→ **DESCRIPTION OF THE TASK**
Scan the listing and copy each line where the word "dead" is present.

→ **RECORDS**

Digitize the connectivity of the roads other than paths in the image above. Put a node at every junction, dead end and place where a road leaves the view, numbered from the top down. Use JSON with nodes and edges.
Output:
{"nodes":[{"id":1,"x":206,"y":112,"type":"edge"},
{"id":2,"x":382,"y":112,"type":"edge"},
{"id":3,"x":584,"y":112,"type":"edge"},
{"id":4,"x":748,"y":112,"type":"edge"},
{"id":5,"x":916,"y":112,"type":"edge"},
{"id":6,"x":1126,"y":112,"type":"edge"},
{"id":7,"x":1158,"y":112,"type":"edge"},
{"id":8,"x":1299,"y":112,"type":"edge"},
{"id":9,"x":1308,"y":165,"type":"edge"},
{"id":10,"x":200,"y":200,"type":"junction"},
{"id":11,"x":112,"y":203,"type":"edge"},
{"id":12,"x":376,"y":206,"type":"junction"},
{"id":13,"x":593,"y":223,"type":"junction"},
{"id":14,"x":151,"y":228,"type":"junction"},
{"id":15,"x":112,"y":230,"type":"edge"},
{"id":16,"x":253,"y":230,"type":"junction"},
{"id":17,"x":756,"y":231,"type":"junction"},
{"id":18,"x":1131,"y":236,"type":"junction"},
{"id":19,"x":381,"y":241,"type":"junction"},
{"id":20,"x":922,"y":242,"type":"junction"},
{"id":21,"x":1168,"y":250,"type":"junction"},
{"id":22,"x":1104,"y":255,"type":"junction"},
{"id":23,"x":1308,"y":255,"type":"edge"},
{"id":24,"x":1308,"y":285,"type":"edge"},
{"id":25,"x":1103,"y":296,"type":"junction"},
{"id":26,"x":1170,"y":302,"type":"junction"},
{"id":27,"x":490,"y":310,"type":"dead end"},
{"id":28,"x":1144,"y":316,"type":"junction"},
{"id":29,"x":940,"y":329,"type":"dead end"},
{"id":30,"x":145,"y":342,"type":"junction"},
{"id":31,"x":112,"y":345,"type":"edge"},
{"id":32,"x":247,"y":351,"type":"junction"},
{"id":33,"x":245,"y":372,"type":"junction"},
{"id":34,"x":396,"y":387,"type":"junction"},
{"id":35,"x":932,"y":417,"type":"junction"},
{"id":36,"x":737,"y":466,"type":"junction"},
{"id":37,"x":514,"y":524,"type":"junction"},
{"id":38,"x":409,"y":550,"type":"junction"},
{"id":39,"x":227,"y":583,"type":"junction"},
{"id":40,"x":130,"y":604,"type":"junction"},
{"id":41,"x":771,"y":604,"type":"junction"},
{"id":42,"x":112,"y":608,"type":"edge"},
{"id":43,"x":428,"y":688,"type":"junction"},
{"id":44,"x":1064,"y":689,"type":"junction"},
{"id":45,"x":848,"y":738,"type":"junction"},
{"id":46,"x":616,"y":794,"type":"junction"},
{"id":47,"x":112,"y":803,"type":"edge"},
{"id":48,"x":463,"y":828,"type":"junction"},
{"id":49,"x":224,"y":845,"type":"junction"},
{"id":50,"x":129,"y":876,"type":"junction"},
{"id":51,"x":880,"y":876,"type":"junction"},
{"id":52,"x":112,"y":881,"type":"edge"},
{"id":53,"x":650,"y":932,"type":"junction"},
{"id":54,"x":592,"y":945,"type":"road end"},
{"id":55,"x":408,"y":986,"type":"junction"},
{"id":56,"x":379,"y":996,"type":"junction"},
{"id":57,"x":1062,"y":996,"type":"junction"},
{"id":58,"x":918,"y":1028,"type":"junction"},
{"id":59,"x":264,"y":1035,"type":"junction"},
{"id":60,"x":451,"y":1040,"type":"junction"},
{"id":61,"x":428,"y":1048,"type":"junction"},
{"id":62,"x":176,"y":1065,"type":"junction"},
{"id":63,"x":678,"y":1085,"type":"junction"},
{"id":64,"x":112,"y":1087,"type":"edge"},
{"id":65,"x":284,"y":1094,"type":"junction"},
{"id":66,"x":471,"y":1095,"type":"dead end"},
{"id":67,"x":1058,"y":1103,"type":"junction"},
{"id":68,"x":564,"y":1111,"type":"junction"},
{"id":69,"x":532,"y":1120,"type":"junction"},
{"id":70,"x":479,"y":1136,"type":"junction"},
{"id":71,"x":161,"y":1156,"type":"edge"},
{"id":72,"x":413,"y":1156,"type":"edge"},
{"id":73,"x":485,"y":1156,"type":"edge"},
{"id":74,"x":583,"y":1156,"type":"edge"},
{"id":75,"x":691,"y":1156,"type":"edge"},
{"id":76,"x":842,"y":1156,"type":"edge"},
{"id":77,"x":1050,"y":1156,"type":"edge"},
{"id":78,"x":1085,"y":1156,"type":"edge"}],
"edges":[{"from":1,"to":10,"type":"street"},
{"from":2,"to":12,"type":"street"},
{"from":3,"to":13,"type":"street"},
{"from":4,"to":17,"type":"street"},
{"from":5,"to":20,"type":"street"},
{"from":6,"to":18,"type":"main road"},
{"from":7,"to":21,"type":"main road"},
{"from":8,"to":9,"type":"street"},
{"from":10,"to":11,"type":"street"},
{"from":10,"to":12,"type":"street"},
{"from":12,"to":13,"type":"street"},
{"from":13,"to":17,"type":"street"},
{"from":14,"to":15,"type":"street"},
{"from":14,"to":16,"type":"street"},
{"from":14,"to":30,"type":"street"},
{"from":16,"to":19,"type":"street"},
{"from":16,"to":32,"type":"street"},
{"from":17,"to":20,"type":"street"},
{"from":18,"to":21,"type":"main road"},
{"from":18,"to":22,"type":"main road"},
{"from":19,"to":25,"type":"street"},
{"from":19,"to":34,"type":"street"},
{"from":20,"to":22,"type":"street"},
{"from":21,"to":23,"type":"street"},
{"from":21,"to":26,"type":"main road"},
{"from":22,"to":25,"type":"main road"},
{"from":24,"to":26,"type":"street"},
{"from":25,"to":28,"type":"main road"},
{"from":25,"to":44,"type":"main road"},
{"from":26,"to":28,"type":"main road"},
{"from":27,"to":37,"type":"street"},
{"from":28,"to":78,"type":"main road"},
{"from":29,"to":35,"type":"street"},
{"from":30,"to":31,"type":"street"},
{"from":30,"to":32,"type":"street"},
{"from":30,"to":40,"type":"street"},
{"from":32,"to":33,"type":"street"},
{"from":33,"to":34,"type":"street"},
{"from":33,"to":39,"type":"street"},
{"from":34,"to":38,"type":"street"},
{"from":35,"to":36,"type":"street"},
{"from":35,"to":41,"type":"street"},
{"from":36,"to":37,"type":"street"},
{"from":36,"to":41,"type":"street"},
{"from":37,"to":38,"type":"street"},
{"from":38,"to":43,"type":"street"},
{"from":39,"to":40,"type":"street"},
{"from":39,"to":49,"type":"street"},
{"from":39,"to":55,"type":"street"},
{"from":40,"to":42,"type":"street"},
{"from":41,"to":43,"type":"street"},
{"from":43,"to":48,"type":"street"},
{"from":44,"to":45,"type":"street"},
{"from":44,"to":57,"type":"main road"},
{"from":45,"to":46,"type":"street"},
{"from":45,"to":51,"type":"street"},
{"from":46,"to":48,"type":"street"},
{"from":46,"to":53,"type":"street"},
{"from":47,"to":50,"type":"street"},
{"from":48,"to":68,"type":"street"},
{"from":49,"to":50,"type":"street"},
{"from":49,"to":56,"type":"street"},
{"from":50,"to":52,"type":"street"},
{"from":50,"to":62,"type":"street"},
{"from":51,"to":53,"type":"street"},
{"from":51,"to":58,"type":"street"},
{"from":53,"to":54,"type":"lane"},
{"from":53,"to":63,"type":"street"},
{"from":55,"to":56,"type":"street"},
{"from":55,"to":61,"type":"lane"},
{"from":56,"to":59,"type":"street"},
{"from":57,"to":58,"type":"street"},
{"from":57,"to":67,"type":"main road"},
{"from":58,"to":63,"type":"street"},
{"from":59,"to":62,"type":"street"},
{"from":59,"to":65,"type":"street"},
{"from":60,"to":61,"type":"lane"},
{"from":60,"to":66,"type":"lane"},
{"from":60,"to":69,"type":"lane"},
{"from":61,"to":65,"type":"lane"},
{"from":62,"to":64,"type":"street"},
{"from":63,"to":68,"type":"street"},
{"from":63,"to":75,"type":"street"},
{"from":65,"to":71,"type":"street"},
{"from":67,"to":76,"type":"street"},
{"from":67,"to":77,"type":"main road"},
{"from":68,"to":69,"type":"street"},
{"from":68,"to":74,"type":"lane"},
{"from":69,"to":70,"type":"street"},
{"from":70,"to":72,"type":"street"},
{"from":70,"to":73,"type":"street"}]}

→ **ANSWER SPACE**
Digitize the connectivity of the roads other than paths in the image above. Put a node at every junction, dead end and place where a road leaves the view, numbered from the top down. Use JSON with nodes and edges.
{"id":27,"x":490,"y":310,"type":"dead end"},
{"id":29,"x":940,"y":329,"type":"dead end"},
{"id":66,"x":471,"y":1095,"type":"dead end"},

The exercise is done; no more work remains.